## WHAT YOU SHOULD DO
Omit the pictures, but give back every entry below exactly as written.

---- SUPPLIED INFORMATION

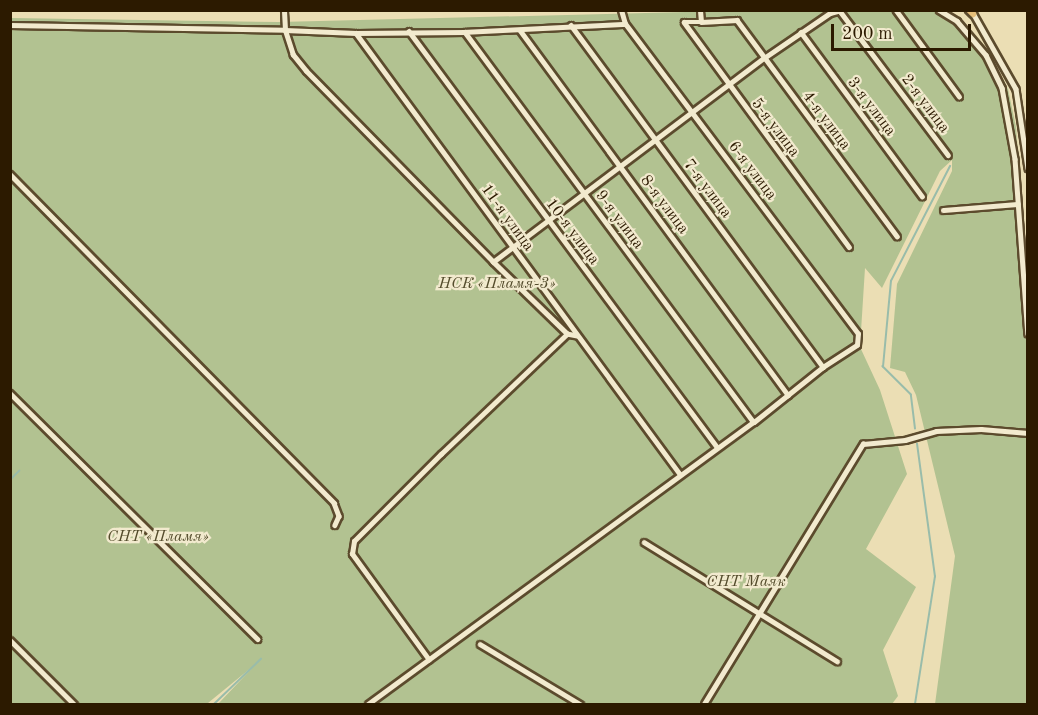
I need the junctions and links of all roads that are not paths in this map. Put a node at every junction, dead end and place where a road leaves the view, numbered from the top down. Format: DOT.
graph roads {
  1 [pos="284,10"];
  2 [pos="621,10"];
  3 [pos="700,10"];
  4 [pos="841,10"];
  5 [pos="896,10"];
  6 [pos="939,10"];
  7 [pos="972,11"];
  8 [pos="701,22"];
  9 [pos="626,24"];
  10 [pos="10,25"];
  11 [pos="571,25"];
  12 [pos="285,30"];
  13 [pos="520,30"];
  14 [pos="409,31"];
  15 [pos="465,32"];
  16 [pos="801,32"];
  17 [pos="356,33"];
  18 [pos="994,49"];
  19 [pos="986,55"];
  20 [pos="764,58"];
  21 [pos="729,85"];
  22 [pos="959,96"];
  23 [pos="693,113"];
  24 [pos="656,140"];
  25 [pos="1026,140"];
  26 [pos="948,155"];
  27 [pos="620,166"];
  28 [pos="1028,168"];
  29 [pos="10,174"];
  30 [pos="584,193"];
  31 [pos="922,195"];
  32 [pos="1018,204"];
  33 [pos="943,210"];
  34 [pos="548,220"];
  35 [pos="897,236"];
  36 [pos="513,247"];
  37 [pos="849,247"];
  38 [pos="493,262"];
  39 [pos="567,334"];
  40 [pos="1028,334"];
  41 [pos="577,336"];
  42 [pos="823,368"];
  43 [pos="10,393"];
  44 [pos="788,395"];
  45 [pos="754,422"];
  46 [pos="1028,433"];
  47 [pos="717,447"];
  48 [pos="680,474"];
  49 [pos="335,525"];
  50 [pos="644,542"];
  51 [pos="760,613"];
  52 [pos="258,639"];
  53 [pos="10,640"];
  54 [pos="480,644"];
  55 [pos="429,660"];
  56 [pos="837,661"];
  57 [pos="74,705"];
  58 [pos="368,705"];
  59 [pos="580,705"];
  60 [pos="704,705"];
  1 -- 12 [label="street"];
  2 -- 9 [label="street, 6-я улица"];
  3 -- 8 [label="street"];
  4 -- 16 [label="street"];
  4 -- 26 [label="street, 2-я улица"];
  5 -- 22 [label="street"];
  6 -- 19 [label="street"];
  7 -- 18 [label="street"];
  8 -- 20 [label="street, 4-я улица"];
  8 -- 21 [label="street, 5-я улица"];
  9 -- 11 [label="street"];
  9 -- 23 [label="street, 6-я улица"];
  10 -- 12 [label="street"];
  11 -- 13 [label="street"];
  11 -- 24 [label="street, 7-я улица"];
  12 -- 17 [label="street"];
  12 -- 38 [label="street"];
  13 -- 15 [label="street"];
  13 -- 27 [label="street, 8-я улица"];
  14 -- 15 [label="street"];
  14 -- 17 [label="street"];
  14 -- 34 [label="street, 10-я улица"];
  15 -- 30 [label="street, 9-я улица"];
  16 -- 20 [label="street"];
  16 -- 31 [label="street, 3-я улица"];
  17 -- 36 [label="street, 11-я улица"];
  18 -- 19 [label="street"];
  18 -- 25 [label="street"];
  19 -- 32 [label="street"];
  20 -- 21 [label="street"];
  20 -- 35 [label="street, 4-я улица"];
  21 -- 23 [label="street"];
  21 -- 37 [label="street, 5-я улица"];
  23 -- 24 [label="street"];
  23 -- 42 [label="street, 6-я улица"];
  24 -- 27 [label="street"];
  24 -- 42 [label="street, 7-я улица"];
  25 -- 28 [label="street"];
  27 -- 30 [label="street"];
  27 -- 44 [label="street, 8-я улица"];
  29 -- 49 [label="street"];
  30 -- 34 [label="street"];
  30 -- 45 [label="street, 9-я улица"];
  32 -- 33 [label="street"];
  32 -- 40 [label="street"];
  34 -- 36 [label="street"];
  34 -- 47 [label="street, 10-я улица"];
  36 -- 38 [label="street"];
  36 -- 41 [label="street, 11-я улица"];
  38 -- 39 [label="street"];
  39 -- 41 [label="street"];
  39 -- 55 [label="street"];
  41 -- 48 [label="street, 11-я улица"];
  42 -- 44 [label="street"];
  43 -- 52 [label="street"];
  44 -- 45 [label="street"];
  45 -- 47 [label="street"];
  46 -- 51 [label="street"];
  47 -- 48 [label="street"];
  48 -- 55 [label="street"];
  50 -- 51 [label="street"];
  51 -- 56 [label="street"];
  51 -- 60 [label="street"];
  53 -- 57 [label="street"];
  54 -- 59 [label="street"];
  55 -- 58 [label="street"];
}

--------

## RESULT BELOW
I need the junctions and links of all roads that are not paths in this map. Put a node at every junction, dead end and place where a road leaves the view, numbered from the top down. Format: DOT.
graph roads {
  1 [pos="284,10"];
  2 [pos="621,10"];
  3 [pos="700,10"];
  4 [pos="841,10"];
  5 [pos="896,10"];
  6 [pos="939,10"];
  7 [pos="972,11"];
  8 [pos="701,22"];
  9 [pos="626,24"];
  10 [pos="10,25"];
  11 [pos="571,25"];
  12 [pos="285,30"];
  13 [pos="520,30"];
  14 [pos="409,31"];
  15 [pos="465,32"];
  16 [pos="801,32"];
  17 [pos="356,33"];
  18 [pos="994,49"];
  19 [pos="986,55"];
  20 [pos="764,58"];
  21 [pos="729,85"];
  22 [pos="959,96"];
  23 [pos="693,113"];
  24 [pos="656,140"];
  25 [pos="1026,140"];
  26 [pos="948,155"];
  27 [pos="620,166"];
  28 [pos="1028,168"];
  29 [pos="10,174"];
  30 [pos="584,193"];
  31 [pos="922,195"];
  32 [pos="1018,204"];
  33 [pos="943,210"];
  34 [pos="548,220"];
  35 [pos="897,236"];
  36 [pos="513,247"];
  37 [pos="849,247"];
  38 [pos="493,262"];
  39 [pos="567,334"];
  40 [pos="1028,334"];
  41 [pos="577,336"];
  42 [pos="823,368"];
  43 [pos="10,393"];
  44 [pos="788,395"];
  45 [pos="754,422"];
  46 [pos="1028,433"];
  47 [pos="717,447"];
  48 [pos="680,474"];
  49 [pos="335,525"];
  50 [pos="644,542"];
  51 [pos="760,613"];
  52 [pos="258,639"];
  53 [pos="10,640"];
  54 [pos="480,644"];
  55 [pos="429,660"];
  56 [pos="837,661"];
  57 [pos="74,705"];
  58 [pos="368,705"];
  59 [pos="580,705"];
  60 [pos="704,705"];
  1 -- 12 [label="street"];
  2 -- 9 [label="street, 6-я улица"];
  3 -- 8 [label="street"];
  4 -- 16 [label="street"];
  4 -- 26 [label="street, 2-я улица"];
  5 -- 22 [label="street"];
  6 -- 19 [label="street"];
  7 -- 18 [label="street"];
  8 -- 20 [label="street, 4-я улица"];
  8 -- 21 [label="street, 5-я улица"];
  9 -- 11 [label="street"];
  9 -- 23 [label="street, 6-я улица"];
  10 -- 12 [label="street"];
  11 -- 13 [label="street"];
  11 -- 24 [label="street, 7-я улица"];
  12 -- 17 [label="street"];
  12 -- 38 [label="street"];
  13 -- 15 [label="street"];
  13 -- 27 [label="street, 8-я улица"];
  14 -- 15 [label="street"];
  14 -- 17 [label="street"];
  14 -- 34 [label="street, 10-я улица"];
  15 -- 30 [label="street, 9-я улица"];
  16 -- 20 [label="street"];
  16 -- 31 [label="street, 3-я улица"];
  17 -- 36 [label="street, 11-я улица"];
  18 -- 19 [label="street"];
  18 -- 25 [label="street"];
  19 -- 32 [label="street"];
  20 -- 21 [label="street"];
  20 -- 35 [label="street, 4-я улица"];
  21 -- 23 [label="street"];
  21 -- 37 [label="street, 5-я улица"];
  23 -- 24 [label="street"];
  23 -- 42 [label="street, 6-я улица"];
  24 -- 27 [label="street"];
  24 -- 42 [label="street, 7-я улица"];
  25 -- 28 [label="street"];
  27 -- 30 [label="street"];
  27 -- 44 [label="street, 8-я улица"];
  29 -- 49 [label="street"];
  30 -- 34 [label="street"];
  30 -- 45 [label="street, 9-я улица"];
  32 -- 33 [label="street"];
  32 -- 40 [label="street"];
  34 -- 36 [label="street"];
  34 -- 47 [label="street, 10-я улица"];
  36 -- 38 [label="street"];
  36 -- 41 [label="street, 11-я улица"];
  38 -- 39 [label="street"];
  39 -- 41 [label="street"];
  39 -- 55 [label="street"];
  41 -- 48 [label="street, 11-я улица"];
  42 -- 44 [label="street"];
  43 -- 52 [label="street"];
  44 -- 45 [label="street"];
  45 -- 47 [label="street"];
  46 -- 51 [label="street"];
  47 -- 48 [label="street"];
  48 -- 55 [label="street"];
  50 -- 51 [label="street"];
  51 -- 56 [label="street"];
  51 -- 60 [label="street"];
  53 -- 57 [label="street"];
  54 -- 59 [label="street"];
  55 -- 58 [label="street"];
}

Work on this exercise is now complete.